*** Data records Section Begins ***
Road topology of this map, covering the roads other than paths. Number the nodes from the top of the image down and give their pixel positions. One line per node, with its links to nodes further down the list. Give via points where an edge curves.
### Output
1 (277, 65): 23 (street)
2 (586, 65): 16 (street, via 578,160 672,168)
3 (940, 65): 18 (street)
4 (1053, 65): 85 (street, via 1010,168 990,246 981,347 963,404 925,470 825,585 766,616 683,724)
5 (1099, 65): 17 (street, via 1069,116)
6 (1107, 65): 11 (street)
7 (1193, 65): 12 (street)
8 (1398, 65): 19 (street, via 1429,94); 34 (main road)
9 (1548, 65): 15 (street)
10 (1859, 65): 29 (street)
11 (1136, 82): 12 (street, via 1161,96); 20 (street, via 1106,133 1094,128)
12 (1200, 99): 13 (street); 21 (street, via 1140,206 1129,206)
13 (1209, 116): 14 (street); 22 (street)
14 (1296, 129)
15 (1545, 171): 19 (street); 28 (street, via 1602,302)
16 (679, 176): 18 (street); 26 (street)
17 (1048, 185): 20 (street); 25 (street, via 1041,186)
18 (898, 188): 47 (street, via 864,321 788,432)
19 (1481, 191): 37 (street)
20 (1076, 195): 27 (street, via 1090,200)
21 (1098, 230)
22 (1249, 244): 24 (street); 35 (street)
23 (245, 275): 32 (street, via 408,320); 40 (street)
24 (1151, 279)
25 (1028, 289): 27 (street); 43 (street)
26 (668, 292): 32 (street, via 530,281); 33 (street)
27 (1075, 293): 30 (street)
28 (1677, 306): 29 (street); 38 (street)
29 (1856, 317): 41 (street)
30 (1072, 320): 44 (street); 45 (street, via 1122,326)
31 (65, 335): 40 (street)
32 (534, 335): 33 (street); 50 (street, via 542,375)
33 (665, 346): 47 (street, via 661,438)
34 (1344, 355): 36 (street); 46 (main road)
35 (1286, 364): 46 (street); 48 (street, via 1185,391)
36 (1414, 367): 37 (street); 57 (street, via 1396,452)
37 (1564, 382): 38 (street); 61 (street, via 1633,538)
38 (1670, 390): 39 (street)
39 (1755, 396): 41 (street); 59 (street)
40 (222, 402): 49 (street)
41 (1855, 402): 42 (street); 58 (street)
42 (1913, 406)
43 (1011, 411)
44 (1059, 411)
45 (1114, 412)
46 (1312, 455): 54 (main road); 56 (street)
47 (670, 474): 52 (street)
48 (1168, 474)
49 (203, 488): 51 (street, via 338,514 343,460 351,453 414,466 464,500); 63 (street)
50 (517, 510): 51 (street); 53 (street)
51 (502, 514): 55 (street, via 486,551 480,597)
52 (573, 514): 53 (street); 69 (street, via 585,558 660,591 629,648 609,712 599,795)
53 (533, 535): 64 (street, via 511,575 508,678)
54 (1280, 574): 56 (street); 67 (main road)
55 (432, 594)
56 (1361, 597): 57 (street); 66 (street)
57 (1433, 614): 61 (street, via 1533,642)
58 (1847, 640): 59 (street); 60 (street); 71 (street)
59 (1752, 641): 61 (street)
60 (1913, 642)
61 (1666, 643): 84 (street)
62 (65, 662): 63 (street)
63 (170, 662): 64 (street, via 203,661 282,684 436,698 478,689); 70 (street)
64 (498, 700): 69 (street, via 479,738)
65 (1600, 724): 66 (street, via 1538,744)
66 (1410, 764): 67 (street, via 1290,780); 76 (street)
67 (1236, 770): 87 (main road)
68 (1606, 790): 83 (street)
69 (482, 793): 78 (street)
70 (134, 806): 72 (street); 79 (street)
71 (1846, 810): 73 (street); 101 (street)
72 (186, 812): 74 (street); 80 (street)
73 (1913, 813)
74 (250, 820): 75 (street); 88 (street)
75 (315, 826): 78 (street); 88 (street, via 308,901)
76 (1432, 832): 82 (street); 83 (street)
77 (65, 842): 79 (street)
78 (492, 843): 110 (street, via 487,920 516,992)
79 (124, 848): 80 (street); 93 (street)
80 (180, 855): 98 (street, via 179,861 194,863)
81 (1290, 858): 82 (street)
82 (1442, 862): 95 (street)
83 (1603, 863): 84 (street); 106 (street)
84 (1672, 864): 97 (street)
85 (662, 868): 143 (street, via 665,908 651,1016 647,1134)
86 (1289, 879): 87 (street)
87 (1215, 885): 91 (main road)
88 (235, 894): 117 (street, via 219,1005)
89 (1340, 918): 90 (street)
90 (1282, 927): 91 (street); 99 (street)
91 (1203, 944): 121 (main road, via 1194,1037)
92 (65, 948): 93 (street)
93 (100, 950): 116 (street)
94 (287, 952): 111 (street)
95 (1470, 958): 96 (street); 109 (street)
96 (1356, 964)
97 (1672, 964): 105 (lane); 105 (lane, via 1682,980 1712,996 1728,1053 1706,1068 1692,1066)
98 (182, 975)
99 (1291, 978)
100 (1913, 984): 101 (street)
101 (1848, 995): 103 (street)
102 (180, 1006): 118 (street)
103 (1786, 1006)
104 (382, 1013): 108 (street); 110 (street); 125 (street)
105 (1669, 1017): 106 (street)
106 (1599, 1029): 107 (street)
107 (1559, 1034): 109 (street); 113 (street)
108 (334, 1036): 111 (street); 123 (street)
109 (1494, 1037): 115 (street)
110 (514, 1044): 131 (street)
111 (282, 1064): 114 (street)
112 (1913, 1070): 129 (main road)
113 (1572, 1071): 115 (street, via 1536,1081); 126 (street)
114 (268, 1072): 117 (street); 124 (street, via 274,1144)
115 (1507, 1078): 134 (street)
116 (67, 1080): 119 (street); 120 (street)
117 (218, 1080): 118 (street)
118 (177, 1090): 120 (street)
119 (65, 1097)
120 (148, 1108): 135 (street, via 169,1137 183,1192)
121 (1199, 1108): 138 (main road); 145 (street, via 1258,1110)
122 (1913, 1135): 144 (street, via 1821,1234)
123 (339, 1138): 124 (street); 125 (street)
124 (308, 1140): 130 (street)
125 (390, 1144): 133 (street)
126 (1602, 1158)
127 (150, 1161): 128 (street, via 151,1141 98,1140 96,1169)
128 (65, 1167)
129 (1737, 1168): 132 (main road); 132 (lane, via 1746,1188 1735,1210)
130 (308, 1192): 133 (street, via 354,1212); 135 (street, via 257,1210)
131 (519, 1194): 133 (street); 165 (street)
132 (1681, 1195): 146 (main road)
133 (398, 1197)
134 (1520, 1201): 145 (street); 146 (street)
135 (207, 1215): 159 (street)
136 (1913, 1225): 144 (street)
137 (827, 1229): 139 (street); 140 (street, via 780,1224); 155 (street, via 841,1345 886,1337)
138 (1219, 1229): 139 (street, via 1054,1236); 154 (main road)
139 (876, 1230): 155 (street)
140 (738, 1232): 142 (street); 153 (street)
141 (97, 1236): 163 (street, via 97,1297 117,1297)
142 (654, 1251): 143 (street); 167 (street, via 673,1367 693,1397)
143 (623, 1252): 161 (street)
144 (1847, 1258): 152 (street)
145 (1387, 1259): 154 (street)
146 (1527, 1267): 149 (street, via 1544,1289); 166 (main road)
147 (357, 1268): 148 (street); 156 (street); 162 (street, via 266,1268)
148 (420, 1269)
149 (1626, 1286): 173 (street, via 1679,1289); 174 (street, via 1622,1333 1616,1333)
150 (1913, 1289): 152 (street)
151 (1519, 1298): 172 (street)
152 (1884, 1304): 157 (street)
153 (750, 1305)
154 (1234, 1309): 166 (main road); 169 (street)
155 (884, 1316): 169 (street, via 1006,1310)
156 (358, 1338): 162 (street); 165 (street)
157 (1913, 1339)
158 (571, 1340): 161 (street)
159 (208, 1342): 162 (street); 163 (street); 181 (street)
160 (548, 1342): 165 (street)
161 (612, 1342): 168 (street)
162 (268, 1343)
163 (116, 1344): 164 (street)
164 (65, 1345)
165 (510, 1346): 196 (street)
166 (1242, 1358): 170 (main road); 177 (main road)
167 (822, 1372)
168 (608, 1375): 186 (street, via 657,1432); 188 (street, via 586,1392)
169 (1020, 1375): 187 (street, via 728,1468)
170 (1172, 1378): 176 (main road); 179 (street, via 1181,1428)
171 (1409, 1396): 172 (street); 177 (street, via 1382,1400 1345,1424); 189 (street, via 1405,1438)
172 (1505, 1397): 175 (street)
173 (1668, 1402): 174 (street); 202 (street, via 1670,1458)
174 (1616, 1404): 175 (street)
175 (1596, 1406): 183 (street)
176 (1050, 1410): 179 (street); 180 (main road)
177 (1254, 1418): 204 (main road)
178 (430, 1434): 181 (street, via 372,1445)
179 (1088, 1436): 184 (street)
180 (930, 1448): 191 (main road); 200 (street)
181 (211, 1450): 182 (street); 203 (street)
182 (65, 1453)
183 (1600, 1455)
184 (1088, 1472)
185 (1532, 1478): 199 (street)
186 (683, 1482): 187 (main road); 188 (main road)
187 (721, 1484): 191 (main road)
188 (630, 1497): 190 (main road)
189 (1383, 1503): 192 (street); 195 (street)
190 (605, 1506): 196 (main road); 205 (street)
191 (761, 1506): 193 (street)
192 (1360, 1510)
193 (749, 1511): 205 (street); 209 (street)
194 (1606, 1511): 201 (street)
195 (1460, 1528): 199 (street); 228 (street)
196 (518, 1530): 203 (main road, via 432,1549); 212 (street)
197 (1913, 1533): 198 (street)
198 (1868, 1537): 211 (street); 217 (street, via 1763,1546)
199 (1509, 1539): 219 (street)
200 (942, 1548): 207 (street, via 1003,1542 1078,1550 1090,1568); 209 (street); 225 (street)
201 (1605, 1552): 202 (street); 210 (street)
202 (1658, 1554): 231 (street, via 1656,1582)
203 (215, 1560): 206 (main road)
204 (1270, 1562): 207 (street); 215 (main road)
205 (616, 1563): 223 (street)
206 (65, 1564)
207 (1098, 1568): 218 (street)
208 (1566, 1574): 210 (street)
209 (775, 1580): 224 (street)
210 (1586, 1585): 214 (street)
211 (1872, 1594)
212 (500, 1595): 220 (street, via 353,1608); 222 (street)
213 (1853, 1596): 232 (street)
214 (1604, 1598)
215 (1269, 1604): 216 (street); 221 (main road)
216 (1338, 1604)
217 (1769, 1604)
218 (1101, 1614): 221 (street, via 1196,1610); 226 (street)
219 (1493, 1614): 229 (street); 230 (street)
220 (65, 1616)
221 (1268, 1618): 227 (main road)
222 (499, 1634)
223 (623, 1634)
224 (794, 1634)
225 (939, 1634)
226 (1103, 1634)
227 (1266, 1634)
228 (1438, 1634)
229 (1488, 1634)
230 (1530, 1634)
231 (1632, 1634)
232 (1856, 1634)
*** Data records Section Ends ***
Exercise objective
Each line of the data that holds "lane" should be copied.

Expected answer
97 (1672, 964): 105 (lane); 105 (lane, via 1682,980 1712,996 1728,1053 1706,1068 1692,1066)
129 (1737, 1168): 132 (main road); 132 (lane, via 1746,1188 1735,1210)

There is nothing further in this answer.